Par Emmanuel Medina
Les marchés internationaux des matières premières se sont montrés ambivalents sur l’économie de la République démocratique du Congo au démarrage du troisième trimestre 2026. Selon la dernière note de conjoncture économique publiée par la Banque centrale du Congo (BCC) consultée par reporter.cd, les principales ressources exportées par le pays affichent des trajectoires opposées. Si le secteur des hydrocarbures marque le pas, les métaux précieux et stratégiques, tout comme les produits agricoles, poursuivent une trajectoire ascendante.
Le secteur des hydrocarbures congolais a enregistré une pause temporaire.

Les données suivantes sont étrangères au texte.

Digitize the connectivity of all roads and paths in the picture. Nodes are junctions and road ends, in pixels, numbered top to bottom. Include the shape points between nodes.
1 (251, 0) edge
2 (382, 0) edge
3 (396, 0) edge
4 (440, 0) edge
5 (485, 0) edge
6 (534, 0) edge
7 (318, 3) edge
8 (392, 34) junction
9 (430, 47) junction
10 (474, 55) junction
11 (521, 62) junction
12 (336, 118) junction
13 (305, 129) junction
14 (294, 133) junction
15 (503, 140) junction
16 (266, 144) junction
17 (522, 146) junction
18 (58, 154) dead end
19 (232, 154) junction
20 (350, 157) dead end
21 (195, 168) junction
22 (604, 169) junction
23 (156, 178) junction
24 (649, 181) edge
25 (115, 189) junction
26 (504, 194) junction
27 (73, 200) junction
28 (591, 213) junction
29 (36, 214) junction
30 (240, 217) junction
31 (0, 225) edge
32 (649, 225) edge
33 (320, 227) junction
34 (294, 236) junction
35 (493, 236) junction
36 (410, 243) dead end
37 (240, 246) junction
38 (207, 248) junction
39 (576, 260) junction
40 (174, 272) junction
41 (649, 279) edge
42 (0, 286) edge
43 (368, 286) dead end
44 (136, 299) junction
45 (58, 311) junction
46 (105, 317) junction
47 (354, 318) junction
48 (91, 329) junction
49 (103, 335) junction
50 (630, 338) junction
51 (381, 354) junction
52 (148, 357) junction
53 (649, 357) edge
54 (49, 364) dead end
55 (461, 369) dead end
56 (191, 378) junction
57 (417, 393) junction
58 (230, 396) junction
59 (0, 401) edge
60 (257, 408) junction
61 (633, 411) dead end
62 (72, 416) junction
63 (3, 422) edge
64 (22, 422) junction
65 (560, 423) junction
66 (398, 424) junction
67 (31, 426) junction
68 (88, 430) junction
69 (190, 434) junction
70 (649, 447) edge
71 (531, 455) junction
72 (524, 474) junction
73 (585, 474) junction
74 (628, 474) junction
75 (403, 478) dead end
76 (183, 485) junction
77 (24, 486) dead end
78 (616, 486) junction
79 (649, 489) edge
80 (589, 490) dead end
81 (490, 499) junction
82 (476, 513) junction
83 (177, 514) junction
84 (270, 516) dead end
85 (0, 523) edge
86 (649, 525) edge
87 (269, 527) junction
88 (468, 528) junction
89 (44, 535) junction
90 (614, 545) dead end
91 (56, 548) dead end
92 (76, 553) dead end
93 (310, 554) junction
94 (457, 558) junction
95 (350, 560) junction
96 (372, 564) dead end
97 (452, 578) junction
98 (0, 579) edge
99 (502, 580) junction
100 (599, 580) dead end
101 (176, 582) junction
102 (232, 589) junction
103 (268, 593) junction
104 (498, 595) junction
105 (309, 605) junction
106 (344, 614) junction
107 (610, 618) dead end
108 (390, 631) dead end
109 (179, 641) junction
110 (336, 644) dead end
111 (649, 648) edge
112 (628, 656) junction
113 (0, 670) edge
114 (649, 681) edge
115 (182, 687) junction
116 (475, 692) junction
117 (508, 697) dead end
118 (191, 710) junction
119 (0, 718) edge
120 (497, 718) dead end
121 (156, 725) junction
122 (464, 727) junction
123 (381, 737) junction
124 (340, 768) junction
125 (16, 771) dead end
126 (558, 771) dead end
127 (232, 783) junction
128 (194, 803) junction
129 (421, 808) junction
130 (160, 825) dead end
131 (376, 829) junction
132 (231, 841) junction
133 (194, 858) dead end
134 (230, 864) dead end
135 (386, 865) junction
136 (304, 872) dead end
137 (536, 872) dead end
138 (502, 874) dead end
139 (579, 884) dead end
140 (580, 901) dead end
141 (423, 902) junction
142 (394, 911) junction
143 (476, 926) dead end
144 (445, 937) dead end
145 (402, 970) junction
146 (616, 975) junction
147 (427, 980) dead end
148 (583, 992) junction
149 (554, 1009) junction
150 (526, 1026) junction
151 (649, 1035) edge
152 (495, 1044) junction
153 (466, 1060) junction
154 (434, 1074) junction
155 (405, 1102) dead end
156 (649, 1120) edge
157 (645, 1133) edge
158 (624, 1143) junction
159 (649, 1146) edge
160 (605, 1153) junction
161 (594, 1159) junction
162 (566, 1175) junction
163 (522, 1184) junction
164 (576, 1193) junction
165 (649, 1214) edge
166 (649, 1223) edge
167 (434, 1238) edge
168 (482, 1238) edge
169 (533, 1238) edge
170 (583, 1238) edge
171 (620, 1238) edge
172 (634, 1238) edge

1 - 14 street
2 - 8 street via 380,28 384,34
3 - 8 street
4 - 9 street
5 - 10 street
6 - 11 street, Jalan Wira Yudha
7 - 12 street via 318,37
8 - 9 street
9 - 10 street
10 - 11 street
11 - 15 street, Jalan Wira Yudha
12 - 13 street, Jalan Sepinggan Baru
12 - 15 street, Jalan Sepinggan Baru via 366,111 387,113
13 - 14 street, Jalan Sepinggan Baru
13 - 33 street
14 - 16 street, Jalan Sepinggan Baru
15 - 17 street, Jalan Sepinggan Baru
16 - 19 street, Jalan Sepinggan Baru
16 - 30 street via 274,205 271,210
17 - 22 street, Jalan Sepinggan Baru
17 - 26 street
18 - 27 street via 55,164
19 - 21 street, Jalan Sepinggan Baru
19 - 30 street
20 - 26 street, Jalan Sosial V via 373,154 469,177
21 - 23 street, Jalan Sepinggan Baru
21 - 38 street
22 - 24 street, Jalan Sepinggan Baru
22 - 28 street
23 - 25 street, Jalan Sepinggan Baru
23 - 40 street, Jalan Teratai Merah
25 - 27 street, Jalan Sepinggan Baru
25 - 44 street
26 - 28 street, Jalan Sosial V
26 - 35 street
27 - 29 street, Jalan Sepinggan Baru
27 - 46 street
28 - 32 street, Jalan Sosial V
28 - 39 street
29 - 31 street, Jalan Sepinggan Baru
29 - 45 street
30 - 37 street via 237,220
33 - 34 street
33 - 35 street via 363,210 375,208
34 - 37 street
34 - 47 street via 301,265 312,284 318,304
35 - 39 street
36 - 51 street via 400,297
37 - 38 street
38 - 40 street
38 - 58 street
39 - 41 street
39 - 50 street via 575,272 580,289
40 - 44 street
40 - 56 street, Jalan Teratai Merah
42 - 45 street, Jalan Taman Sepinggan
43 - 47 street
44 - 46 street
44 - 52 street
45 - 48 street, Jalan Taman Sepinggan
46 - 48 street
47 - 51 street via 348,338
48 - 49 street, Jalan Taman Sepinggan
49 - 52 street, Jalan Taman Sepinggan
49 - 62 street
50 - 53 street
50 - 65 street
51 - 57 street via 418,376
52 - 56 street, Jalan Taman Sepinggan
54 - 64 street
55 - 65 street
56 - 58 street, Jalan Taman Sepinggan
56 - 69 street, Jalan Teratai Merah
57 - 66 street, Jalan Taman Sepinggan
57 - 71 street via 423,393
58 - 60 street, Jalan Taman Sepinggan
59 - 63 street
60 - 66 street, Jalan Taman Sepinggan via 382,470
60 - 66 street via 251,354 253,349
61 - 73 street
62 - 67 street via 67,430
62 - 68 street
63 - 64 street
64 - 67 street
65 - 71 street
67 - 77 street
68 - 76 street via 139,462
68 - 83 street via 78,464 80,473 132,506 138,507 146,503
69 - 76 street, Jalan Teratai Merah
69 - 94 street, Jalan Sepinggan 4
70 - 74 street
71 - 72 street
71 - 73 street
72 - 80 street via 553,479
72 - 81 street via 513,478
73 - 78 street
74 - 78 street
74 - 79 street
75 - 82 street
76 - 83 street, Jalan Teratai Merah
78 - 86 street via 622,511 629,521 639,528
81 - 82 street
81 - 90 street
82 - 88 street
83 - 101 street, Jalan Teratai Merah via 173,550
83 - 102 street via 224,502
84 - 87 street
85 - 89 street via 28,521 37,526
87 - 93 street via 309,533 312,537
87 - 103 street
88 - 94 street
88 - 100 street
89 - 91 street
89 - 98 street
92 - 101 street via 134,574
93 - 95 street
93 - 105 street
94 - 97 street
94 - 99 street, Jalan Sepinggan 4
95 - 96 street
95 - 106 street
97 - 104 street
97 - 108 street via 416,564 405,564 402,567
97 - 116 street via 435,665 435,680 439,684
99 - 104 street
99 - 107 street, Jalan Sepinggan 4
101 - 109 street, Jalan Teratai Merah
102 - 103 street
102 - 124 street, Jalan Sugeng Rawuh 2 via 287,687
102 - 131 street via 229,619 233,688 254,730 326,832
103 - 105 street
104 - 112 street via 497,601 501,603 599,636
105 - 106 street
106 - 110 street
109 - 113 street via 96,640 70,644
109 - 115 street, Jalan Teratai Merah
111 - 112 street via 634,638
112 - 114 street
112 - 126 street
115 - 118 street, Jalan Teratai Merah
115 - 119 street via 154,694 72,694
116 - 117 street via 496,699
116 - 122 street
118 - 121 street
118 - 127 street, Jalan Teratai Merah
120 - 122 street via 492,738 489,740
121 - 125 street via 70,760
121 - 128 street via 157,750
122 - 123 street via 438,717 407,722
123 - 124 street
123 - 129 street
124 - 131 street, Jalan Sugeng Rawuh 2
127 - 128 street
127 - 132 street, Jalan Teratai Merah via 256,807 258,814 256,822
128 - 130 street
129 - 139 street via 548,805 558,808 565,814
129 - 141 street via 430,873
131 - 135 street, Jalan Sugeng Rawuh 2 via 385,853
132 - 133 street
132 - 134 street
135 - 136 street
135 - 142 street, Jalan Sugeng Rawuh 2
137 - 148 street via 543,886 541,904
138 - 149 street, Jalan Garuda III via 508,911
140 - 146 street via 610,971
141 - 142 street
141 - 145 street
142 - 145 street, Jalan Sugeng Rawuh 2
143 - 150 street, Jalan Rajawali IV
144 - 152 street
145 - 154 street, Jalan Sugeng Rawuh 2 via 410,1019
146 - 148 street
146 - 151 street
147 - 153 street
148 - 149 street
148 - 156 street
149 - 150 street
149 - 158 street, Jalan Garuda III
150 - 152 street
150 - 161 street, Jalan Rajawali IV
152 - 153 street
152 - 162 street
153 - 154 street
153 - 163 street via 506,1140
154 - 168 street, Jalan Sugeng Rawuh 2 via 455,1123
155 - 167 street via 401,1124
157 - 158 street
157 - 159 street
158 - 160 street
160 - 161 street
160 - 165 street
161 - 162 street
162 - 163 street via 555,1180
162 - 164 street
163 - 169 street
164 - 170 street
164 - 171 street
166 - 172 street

Au 2 juillet 2026, le prix du baril de pétrole brut s’est établi à 71,8 dollars américains, contre 75,5 dollars une semaine plus tôt, actant un repli de 4,9 %.
D’après les analystes de la BCC, cette baisse hebdomadaire s’explique par deux facteurs majeurs : l’apaisement des tensions géopolitiques au Moyen-Orient, qui réduit la prime de risque sur les marchés et les anticipations de hausse de l’offre mondiale de brut, rassurant les pays importateurs.
La perspective à long terme reste néanmoins positive car ce niveau de prix pour le Brent demeure en progression de 17,9 % par rapport à la fin décembre 2025, et affiche une hausse de 7,9 % en glissement annuel.
Principal poumon financier de la RDC, le secteur minier affiche une dynamique vigoureuse, portée par la transition énergétique et l’incertitude globale.
Le cuivre frôle des sommets car la tonne de métal rouge s’est négociée à 13 318,13 dollars américains, s’octroyant une légère hausse de 0,1 % en une semaine. La BCC attribue cette résistance aux tensions chroniques sur l’offre mondiale, couplées à une accélération de la production industrielle en Chine. Sur un an, le cours du cuivre affiche une progression spectaculaire de 34,6 %.
L’or confirme son statut de valeur refuge : L’once d’or a bondi de 2,7 % en une semaine pour atteindre 4 115,2 dollars américains. Ce dynamisme est soutenu par l’affaiblissement du dollar américain et la persistance des incertitudes géopolitiques mondiales. Bien que ce cours accuse un retard de 4,9 % par rapport aux sommets de fin décembre 2025, son gain annuel se chiffre à 25,2 %.
La note de la banque centrale du Congo met également en lumière une hausse généralisée des produits agricoles de grande consommation, une situation qui pourrait impacter le coût des importations alimentaires du pays. les prix du riz, du blé et du maïs affichent des hausses respectives de 37,2 %, 18,4 % et 0,1 %, tandis qu’en glissement annuel, ils progressent de 2,4 %, 11,8 % et 8,6 %.
Cette flambée des prix des céréales est principalement le fait de conditions climatiques défavorables ayant lourdement affecté les récoltes dans l’hémisphère Nord. De plus, plusieurs grands pays producteurs ont mis en place des restrictions strictes à l’exportation pour protéger leurs marchés intérieurs.
Notons que, la BCC alerte sur la forte volatilité qui continue de régner sur les marchés agricoles internationaux. Les répercussions de la guerre au Moyen-Orient et les menaces de blocage dans le détroit d’Ormuz une voie de transit maritime hautement stratégique pèsent lourdement sur l’indice des prix de la FAO.
Le renchérissement du coût des carburants et la hausse du prix des engrais chimiques, dont une part majeure transite par cette région, agissent comme des multiplicateurs d’inflation. Pour la RDC, cette conjoncture contrastée impose une gestion rigoureuse des recettes minières afin de compenser le coût croissant des biens de subsistance importés.